*Brief*.
Could you retype the entries below exactly, omitting every picture?
= = =
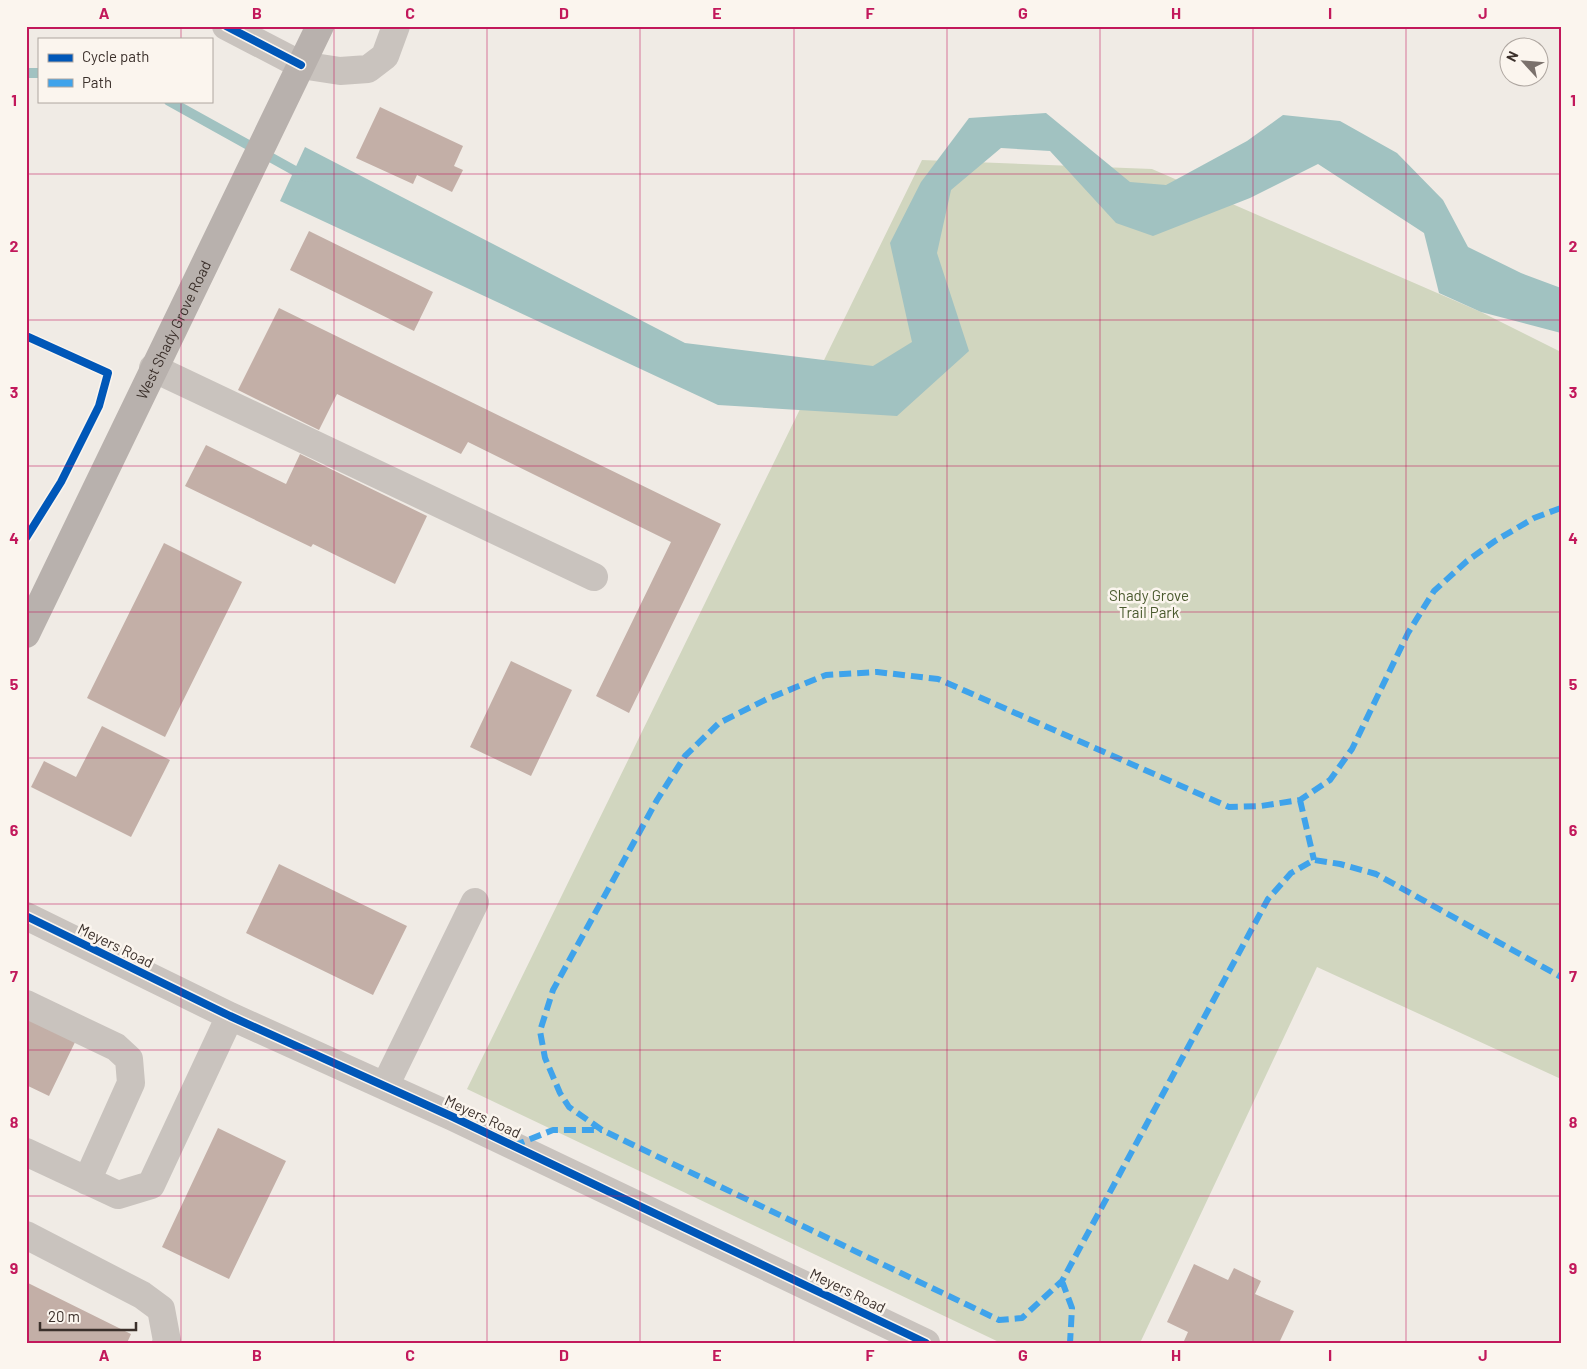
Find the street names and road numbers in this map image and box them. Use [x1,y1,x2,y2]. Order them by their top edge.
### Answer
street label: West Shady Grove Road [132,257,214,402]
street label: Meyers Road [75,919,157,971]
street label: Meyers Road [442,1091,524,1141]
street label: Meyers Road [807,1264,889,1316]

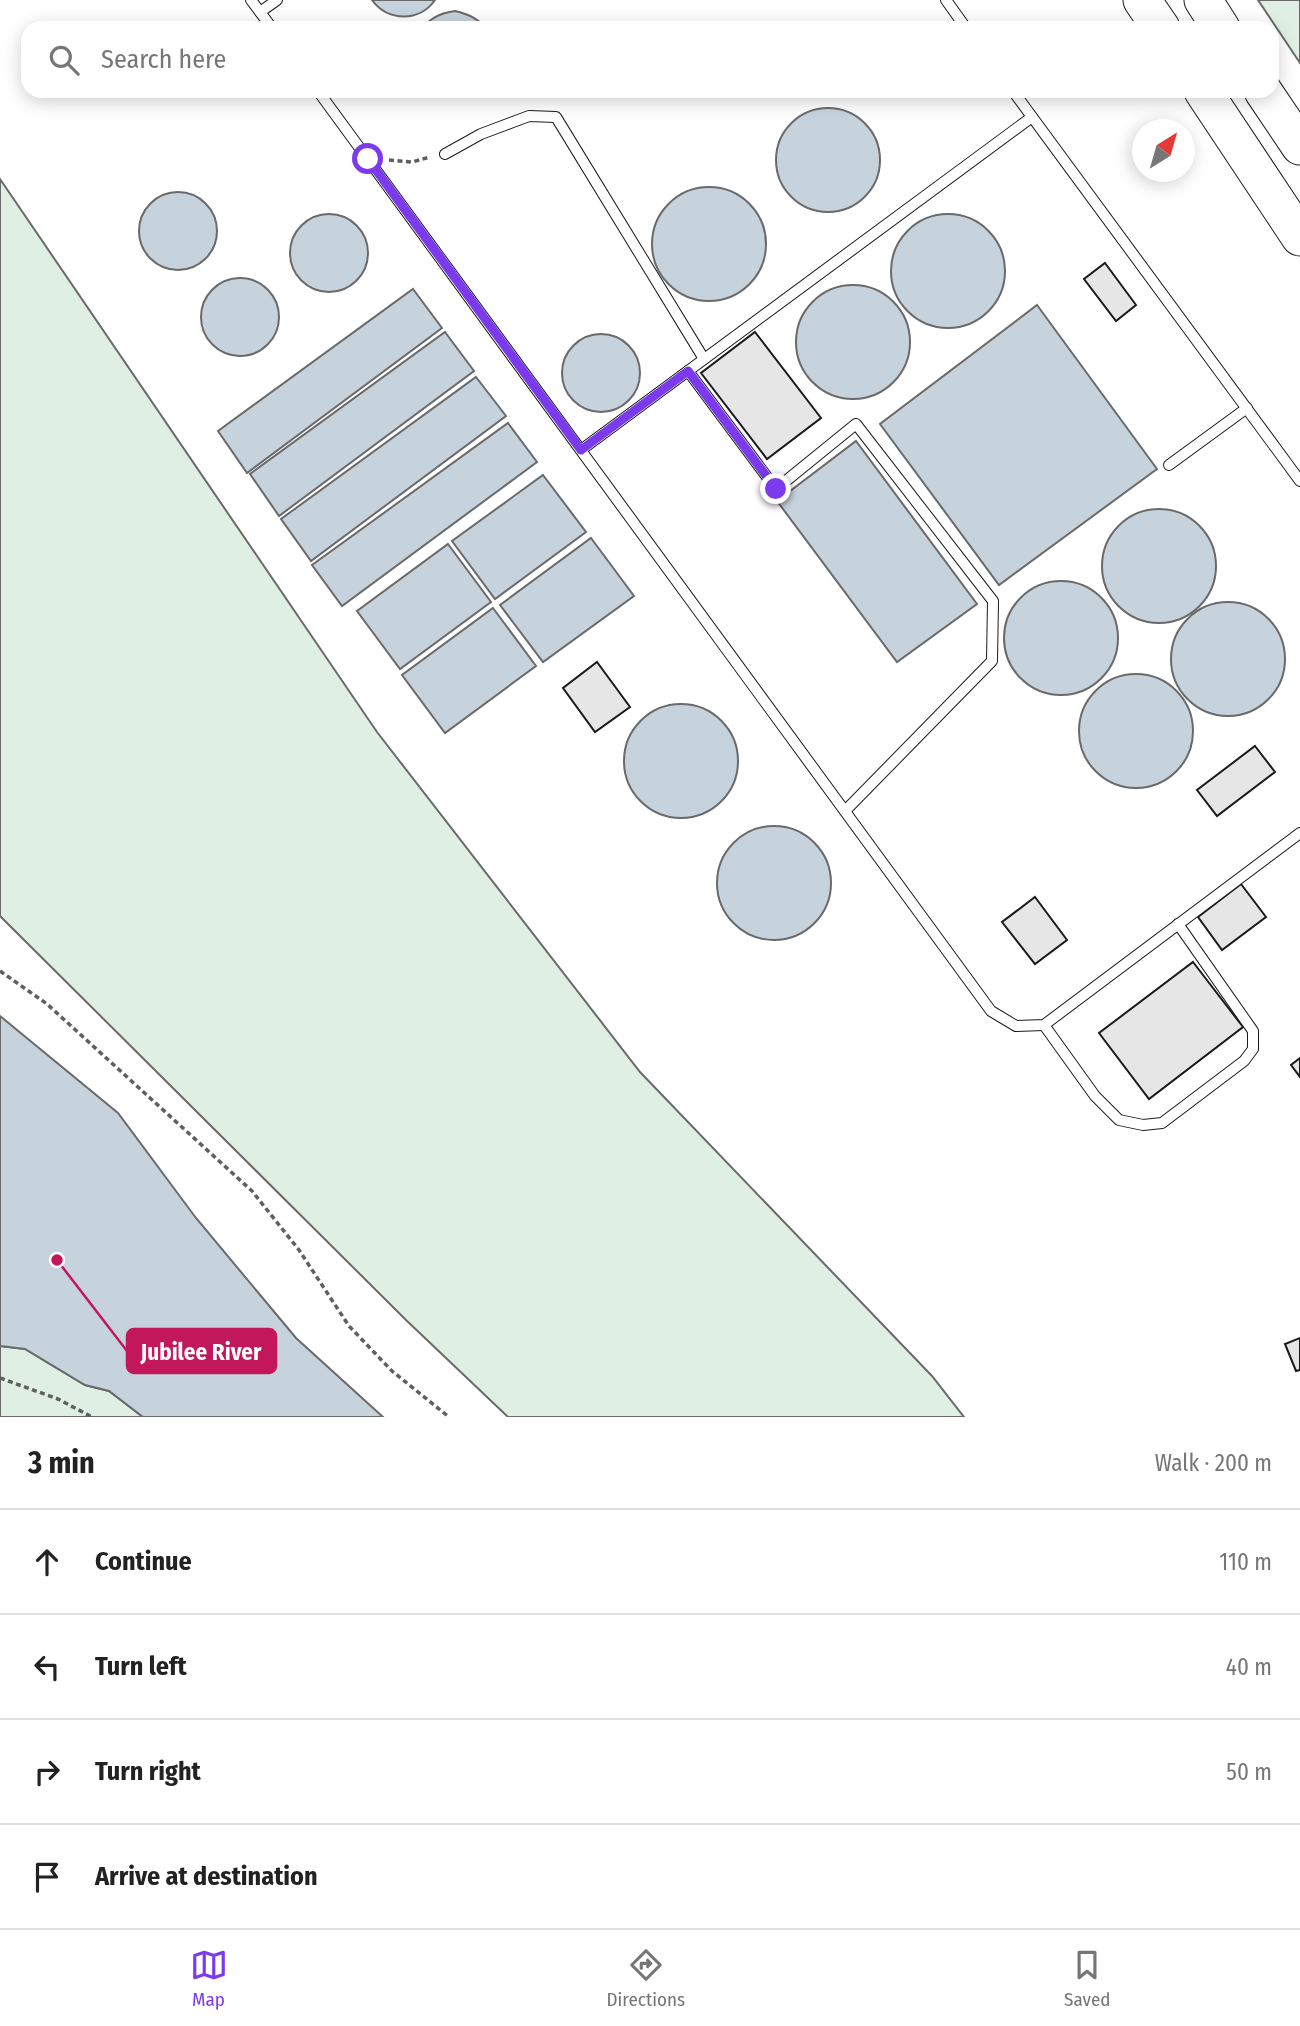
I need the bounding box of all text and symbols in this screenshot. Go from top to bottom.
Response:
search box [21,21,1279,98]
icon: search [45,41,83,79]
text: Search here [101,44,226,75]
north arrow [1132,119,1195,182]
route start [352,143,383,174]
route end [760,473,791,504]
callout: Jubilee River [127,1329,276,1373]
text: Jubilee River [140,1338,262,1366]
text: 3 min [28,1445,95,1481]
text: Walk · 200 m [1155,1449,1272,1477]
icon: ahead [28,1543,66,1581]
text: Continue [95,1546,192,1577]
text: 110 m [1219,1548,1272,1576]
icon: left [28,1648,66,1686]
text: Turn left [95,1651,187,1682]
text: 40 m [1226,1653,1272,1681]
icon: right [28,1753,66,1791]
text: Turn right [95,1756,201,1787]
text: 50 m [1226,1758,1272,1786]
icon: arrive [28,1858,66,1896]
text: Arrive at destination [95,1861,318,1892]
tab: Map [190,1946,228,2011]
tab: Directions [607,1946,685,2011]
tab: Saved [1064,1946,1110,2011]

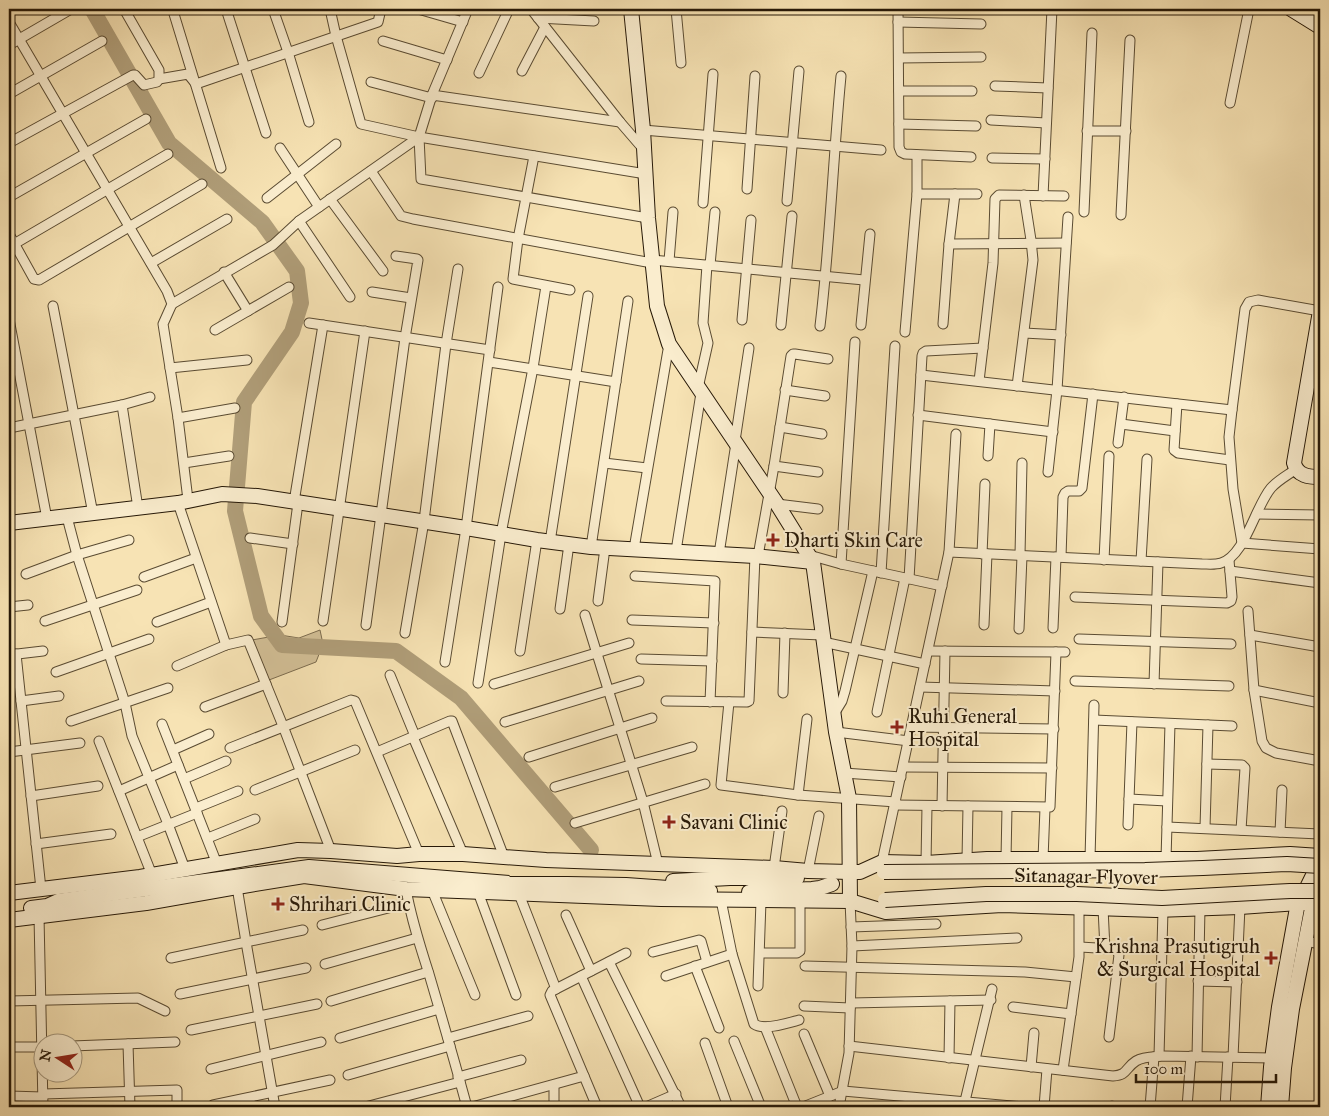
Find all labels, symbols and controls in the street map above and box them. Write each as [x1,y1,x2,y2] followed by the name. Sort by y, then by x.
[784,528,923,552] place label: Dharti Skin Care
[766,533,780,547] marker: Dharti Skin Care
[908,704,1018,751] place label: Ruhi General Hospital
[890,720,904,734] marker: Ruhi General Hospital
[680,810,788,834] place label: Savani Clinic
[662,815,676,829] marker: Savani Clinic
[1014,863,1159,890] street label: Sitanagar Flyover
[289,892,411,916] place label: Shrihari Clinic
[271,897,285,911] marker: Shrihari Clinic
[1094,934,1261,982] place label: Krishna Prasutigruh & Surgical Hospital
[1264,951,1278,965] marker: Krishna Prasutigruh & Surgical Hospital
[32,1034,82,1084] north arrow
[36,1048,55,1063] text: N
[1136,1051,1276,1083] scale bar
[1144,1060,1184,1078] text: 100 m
= = =
*Solution for this exercise*.
Find the street names and road numbers in this map image and box them. Use [x1,y1,x2,y2]. Order them by their top edge.
### Answer
street label: West Shady Grove Road [132,257,214,402]
street label: Meyers Road [75,919,157,971]
street label: Meyers Road [442,1091,524,1141]
street label: Meyers Road [807,1264,889,1316]

I need the bounding box of all text and symbols in this screenshot. Go from top to bottom.
Response:
search box [21,21,1279,98]
icon: search [45,41,83,79]
text: Search here [101,44,226,75]
north arrow [1132,119,1195,182]
route start [352,143,383,174]
route end [760,473,791,504]
callout: Jubilee River [127,1329,276,1373]
text: Jubilee River [140,1338,262,1366]
text: 3 min [28,1445,95,1481]
text: Walk · 200 m [1155,1449,1272,1477]
icon: ahead [28,1543,66,1581]
text: Continue [95,1546,192,1577]
text: 110 m [1219,1548,1272,1576]
icon: left [28,1648,66,1686]
text: Turn left [95,1651,187,1682]
text: 40 m [1226,1653,1272,1681]
icon: right [28,1753,66,1791]
text: Turn right [95,1756,201,1787]
text: 50 m [1226,1758,1272,1786]
icon: arrive [28,1858,66,1896]
text: Arrive at destination [95,1861,318,1892]
tab: Map [190,1946,228,2011]
tab: Directions [607,1946,685,2011]
tab: Saved [1064,1946,1110,2011]

Find all labels, symbols and controls in the street map above and box them. Write each as [x1,y1,x2,y2] followed by the name. Sort by y, then by x.
[784,528,923,552] place label: Dharti Skin Care
[766,533,780,547] marker: Dharti Skin Care
[908,704,1018,751] place label: Ruhi General Hospital
[890,720,904,734] marker: Ruhi General Hospital
[680,810,788,834] place label: Savani Clinic
[662,815,676,829] marker: Savani Clinic
[1014,863,1159,890] street label: Sitanagar Flyover
[289,892,411,916] place label: Shrihari Clinic
[271,897,285,911] marker: Shrihari Clinic
[1094,934,1261,982] place label: Krishna Prasutigruh & Surgical Hospital
[1264,951,1278,965] marker: Krishna Prasutigruh & Surgical Hospital
[32,1034,82,1084] north arrow
[36,1048,55,1063] text: N
[1136,1051,1276,1083] scale bar
[1144,1060,1184,1078] text: 100 m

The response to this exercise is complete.